• _Problem details_: Restrict the output to the lines below starting at the one that contains "pinky pip: (148, 171)" and ending at the one that contains "index pip: (560, 336)", and restate them word for word, both ends included.

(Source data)
::::::

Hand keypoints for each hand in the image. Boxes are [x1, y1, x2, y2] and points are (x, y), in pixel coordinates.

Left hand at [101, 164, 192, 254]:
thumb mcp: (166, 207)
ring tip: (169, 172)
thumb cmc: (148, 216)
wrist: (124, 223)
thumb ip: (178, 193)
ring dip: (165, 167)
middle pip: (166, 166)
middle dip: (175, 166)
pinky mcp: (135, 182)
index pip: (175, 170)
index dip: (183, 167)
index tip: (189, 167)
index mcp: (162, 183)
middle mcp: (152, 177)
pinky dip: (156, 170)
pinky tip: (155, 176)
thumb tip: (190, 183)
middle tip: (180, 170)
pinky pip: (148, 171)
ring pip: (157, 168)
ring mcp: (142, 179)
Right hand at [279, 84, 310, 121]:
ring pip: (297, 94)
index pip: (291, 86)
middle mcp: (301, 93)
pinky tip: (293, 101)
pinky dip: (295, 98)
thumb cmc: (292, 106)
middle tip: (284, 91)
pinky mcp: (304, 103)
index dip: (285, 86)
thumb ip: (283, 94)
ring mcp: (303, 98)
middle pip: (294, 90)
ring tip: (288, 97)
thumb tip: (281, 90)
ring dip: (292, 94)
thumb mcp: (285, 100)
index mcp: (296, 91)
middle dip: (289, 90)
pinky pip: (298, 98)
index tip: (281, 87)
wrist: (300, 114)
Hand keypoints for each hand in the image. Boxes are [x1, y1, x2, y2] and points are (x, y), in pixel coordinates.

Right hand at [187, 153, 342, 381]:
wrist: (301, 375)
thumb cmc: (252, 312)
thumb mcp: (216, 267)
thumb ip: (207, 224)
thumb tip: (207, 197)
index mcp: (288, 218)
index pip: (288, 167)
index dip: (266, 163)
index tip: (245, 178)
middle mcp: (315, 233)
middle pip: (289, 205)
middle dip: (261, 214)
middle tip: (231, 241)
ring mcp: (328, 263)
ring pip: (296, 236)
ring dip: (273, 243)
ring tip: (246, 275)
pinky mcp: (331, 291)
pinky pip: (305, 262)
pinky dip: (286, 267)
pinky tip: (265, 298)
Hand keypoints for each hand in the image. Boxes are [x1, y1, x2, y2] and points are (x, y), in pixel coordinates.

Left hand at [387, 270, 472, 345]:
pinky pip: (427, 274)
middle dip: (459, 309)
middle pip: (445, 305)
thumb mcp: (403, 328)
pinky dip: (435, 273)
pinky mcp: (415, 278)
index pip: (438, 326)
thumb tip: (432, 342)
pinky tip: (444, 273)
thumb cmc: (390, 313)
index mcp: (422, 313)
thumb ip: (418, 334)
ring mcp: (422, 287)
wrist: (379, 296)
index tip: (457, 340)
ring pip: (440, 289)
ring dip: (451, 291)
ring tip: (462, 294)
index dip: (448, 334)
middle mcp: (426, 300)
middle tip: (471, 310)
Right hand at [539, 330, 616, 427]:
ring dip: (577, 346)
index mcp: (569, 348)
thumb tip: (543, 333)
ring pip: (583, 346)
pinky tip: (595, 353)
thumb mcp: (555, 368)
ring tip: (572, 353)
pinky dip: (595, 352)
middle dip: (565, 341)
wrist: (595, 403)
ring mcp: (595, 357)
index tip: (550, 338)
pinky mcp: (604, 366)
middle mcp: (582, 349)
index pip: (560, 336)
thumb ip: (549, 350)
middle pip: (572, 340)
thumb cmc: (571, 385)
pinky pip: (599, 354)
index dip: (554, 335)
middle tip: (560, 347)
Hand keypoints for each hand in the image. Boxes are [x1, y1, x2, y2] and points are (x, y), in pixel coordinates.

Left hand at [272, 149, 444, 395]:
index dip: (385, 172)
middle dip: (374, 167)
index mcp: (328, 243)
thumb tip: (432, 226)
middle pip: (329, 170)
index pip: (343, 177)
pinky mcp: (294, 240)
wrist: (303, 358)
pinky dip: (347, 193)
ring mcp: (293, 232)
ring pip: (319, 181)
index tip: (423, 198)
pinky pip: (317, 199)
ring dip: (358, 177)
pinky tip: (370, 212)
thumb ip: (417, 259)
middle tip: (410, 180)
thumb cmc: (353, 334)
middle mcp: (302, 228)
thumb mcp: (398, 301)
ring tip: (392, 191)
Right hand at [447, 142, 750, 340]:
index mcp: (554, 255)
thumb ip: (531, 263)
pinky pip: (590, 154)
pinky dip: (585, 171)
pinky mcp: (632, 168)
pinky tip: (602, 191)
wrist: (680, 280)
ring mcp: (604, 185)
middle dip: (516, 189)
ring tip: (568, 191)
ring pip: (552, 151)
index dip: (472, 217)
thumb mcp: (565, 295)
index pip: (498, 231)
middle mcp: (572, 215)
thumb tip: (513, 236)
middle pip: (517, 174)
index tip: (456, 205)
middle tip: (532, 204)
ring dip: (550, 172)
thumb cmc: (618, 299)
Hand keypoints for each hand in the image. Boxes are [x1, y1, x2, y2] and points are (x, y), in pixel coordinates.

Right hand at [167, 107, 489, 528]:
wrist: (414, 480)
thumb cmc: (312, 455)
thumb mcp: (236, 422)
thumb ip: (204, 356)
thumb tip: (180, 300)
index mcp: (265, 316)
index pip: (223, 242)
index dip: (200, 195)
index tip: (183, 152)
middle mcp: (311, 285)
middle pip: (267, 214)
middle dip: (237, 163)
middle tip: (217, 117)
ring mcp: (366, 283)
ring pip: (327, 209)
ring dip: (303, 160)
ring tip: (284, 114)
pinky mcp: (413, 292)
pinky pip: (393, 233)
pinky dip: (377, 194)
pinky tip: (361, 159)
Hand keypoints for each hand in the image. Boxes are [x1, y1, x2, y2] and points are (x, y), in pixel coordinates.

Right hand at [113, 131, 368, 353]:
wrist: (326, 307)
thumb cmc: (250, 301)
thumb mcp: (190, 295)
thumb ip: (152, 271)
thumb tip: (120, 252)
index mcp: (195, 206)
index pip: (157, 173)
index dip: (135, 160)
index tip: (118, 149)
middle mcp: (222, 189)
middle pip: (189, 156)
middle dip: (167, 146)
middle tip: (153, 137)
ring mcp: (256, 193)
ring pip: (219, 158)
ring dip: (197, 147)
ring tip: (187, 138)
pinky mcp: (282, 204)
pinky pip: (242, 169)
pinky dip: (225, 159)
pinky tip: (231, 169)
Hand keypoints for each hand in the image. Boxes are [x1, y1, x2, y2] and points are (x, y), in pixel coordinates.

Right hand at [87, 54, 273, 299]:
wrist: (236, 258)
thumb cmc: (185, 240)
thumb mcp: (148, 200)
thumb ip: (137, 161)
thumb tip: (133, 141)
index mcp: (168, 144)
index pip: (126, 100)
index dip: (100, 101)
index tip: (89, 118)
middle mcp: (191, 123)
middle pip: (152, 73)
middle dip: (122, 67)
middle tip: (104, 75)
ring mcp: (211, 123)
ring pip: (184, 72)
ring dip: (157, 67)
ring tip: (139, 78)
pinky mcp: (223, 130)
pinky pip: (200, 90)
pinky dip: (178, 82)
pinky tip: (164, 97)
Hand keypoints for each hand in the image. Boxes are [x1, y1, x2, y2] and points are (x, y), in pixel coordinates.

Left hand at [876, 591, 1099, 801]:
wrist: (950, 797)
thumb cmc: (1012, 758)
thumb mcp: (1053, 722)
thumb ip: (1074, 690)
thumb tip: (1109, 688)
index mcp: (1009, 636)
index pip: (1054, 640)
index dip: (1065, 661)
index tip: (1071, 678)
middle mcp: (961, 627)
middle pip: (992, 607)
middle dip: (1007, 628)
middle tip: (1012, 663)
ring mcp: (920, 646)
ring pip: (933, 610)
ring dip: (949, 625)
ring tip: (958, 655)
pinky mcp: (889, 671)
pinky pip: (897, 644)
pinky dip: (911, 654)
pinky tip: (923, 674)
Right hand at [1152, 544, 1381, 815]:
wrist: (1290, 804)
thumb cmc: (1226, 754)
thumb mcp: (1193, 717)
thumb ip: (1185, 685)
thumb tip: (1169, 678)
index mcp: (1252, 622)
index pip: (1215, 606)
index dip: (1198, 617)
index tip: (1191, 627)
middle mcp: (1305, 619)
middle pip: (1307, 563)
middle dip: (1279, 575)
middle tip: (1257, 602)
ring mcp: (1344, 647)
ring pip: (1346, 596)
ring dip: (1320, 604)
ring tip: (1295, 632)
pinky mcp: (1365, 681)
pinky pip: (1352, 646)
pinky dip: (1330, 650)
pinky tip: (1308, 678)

::::::

• _Task result_:
pinky pip: (148, 171)
ring pip: (157, 168)
ring mcp: (142, 179)
Right hand at [279, 84, 310, 121]:
ring pip: (297, 94)
index pip: (291, 86)
middle mcp: (301, 93)
pinky tip: (293, 101)
pinky dip: (295, 98)
thumb cmc: (292, 106)
middle tip: (284, 91)
pinky mcp: (304, 103)
index dip: (285, 86)
thumb ip: (283, 94)
ring mcp: (303, 98)
middle pip: (294, 90)
ring tip: (288, 97)
thumb tip: (281, 90)
ring dip: (292, 94)
thumb mcp: (285, 100)
index mcp: (296, 91)
middle dip: (289, 90)
pinky pip: (298, 98)
index tip: (281, 87)
wrist: (300, 114)
Hand keypoints for each hand in the image. Boxes are [x1, y1, x2, y2] and points are (x, y), in pixel coordinates.

Right hand at [187, 153, 342, 381]:
wrist: (301, 375)
thumb cmc: (252, 312)
thumb mcp: (216, 267)
thumb ip: (207, 224)
thumb tip: (207, 197)
index mcp: (288, 218)
index pip: (288, 167)
index dip: (266, 163)
index tip: (245, 178)
middle mcp: (315, 233)
middle pip: (289, 205)
middle dip: (261, 214)
middle tip: (231, 241)
ring mcp: (328, 263)
ring pip: (296, 236)
ring dip: (273, 243)
ring tip: (246, 275)
pinky mcp: (331, 291)
pinky pip: (305, 262)
pinky dip: (286, 267)
pinky tip: (265, 298)
Hand keypoints for each hand in the image. Boxes are [x1, y1, x2, y2] and points are (x, y), in pixel coordinates.

Left hand at [387, 270, 472, 345]:
pinky pip: (427, 274)
middle dip: (459, 309)
middle pip: (445, 305)
thumb mcp: (403, 328)
pinky dip: (435, 273)
pinky mcp: (415, 278)
index pip: (438, 326)
thumb tip: (432, 342)
pinky tip: (444, 273)
thumb cmc: (390, 313)
index mcp: (422, 313)
thumb ip: (418, 334)
ring mcp: (422, 287)
wrist: (379, 296)
index tip: (457, 340)
ring pip: (440, 289)
ring dip: (451, 291)
ring tip: (462, 294)
index dip: (448, 334)
middle mcp: (426, 300)
middle tip: (471, 310)
Right hand at [539, 330, 616, 427]:
ring dip: (577, 346)
index mcp: (569, 348)
thumb tip: (543, 333)
ring pip: (583, 346)
pinky tip: (595, 353)
thumb mcp: (555, 368)
ring tip: (572, 353)
pinky dip: (595, 352)
middle dip: (565, 341)
wrist: (595, 403)
ring mcp: (595, 357)
index tip: (550, 338)
pinky mcp: (604, 366)
middle mcp: (582, 349)
index pip: (560, 336)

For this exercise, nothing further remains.